* **Dataset entries**
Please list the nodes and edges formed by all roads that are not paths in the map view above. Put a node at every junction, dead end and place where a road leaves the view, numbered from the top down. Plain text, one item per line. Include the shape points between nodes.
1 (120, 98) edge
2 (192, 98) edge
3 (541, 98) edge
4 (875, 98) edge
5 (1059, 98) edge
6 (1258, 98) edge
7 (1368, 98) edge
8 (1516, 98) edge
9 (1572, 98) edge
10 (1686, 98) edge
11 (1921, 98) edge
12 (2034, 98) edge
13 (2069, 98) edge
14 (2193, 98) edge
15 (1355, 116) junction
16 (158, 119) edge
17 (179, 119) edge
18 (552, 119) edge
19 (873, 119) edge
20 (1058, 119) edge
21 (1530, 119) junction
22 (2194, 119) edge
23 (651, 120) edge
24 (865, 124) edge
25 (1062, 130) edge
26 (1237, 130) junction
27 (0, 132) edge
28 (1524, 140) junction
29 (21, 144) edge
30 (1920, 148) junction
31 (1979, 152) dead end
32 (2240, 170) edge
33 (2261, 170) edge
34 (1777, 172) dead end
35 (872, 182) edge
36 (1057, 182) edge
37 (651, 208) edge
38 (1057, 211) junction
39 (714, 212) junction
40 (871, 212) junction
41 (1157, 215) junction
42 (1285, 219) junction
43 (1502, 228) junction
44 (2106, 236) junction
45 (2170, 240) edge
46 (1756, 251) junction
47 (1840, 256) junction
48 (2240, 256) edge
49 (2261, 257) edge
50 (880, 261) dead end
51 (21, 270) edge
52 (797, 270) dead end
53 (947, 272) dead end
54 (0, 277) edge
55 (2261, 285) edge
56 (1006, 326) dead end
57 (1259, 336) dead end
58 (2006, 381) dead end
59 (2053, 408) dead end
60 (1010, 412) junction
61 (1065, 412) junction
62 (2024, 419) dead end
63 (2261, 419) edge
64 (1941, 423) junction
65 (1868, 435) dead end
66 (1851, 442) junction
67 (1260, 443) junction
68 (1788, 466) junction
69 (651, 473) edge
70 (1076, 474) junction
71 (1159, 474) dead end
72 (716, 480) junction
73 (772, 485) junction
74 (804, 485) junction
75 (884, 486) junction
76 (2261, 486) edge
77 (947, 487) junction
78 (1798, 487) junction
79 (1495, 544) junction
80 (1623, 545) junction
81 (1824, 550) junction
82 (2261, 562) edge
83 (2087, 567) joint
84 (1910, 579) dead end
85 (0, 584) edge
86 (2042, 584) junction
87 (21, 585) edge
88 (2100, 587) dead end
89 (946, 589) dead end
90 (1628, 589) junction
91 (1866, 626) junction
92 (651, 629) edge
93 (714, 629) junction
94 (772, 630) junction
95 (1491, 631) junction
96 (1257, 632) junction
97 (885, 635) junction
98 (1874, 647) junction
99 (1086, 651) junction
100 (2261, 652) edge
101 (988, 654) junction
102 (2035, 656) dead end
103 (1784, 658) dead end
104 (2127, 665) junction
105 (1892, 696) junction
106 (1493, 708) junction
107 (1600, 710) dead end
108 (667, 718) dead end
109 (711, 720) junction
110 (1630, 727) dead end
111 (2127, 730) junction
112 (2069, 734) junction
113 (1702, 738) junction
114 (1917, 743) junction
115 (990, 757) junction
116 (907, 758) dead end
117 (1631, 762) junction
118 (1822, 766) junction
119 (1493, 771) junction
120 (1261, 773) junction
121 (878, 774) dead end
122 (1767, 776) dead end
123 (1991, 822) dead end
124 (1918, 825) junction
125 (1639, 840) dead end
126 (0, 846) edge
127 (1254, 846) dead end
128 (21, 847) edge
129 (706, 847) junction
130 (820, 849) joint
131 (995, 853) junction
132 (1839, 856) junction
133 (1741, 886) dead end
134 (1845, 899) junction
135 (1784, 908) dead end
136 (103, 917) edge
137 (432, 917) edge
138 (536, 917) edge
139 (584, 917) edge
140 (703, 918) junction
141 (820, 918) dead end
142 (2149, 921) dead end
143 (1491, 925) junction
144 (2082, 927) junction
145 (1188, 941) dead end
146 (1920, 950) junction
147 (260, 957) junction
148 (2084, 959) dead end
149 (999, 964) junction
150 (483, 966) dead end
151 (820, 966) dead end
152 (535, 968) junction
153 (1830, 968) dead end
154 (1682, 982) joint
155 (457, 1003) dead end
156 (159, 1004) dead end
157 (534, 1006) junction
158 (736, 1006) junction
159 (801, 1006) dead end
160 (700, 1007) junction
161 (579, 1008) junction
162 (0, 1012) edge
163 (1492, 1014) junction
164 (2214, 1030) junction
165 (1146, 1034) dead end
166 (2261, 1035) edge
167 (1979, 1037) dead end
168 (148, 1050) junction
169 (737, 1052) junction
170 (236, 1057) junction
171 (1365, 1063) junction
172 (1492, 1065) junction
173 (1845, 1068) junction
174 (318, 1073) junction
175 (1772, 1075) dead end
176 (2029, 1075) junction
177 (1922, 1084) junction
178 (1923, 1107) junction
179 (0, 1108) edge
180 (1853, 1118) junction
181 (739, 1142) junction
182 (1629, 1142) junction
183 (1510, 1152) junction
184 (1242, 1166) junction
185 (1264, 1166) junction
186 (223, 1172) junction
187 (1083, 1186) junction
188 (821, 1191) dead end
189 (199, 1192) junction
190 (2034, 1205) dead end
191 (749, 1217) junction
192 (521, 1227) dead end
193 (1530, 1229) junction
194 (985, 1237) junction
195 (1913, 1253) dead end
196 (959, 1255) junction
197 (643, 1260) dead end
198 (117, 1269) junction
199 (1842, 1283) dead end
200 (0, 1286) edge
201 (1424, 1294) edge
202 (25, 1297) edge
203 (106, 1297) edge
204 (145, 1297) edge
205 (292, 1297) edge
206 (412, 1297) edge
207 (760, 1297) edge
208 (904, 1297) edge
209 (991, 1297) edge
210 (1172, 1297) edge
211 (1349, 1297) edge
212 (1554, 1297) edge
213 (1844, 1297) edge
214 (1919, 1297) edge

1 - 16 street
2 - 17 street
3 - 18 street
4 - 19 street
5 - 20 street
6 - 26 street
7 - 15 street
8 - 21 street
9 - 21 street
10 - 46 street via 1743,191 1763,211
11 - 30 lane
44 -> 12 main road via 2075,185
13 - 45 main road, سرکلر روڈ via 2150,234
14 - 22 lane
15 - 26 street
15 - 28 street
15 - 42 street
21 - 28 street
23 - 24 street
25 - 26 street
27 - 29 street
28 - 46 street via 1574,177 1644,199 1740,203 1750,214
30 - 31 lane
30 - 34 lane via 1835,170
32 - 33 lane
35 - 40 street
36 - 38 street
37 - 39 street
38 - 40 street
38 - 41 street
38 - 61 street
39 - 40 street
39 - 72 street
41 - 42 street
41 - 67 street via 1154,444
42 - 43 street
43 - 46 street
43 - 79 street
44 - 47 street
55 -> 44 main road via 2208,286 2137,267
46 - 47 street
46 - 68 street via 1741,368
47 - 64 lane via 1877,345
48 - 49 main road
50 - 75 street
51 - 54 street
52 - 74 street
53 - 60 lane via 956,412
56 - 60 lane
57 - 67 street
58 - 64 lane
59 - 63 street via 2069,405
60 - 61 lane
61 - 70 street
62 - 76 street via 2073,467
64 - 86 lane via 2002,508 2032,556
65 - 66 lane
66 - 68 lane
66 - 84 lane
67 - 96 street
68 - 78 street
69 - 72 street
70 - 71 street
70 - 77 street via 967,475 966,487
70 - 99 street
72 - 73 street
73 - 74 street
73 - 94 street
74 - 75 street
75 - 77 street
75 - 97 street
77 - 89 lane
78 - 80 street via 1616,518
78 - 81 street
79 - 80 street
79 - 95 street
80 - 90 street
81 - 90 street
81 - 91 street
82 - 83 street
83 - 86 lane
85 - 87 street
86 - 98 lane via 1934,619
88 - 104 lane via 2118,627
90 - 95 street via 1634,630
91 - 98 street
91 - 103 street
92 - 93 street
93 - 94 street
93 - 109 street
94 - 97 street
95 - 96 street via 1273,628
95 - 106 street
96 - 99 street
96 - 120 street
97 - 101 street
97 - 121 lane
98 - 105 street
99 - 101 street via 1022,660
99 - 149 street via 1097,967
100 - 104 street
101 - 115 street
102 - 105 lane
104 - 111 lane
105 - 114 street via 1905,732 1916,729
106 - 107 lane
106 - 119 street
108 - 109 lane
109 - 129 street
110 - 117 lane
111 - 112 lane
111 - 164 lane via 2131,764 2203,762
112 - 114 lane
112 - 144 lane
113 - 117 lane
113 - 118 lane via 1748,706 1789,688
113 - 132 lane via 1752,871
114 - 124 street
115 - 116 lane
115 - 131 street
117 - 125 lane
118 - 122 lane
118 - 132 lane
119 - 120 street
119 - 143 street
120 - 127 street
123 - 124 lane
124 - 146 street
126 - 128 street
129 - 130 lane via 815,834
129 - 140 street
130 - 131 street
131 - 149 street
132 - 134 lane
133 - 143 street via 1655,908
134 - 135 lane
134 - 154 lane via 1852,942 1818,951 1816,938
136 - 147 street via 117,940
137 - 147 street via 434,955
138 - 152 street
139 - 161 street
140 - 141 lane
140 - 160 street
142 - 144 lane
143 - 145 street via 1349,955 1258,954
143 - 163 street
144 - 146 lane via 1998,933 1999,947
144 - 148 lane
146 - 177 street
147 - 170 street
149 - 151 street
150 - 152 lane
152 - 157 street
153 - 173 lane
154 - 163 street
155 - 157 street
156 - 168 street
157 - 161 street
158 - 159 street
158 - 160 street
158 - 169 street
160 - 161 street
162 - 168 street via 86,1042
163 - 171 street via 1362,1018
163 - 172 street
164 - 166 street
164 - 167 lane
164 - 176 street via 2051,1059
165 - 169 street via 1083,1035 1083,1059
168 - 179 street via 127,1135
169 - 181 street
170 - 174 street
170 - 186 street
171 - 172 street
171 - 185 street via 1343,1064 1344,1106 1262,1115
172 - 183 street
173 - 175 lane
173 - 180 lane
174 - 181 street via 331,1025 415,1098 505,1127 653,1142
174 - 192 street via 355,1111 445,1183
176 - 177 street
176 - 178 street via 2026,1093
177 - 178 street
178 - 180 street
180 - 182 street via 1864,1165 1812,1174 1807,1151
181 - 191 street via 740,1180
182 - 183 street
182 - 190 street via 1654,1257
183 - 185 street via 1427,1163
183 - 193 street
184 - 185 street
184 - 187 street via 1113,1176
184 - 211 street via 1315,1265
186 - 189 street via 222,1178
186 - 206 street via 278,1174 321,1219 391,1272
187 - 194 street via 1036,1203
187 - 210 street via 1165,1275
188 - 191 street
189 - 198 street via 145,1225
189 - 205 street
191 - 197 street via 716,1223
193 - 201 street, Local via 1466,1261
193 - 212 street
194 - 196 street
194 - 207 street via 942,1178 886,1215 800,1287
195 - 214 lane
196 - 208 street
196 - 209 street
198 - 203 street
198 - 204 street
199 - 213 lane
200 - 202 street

* **Task to complete**
Find the word "main" in the listing above, then copy each line where it turns up.

* **Result below**
44 -> 12 main road via 2075,185
13 - 45 main road, سرکلر روڈ via 2150,234
55 -> 44 main road via 2208,286 2137,267
48 - 49 main road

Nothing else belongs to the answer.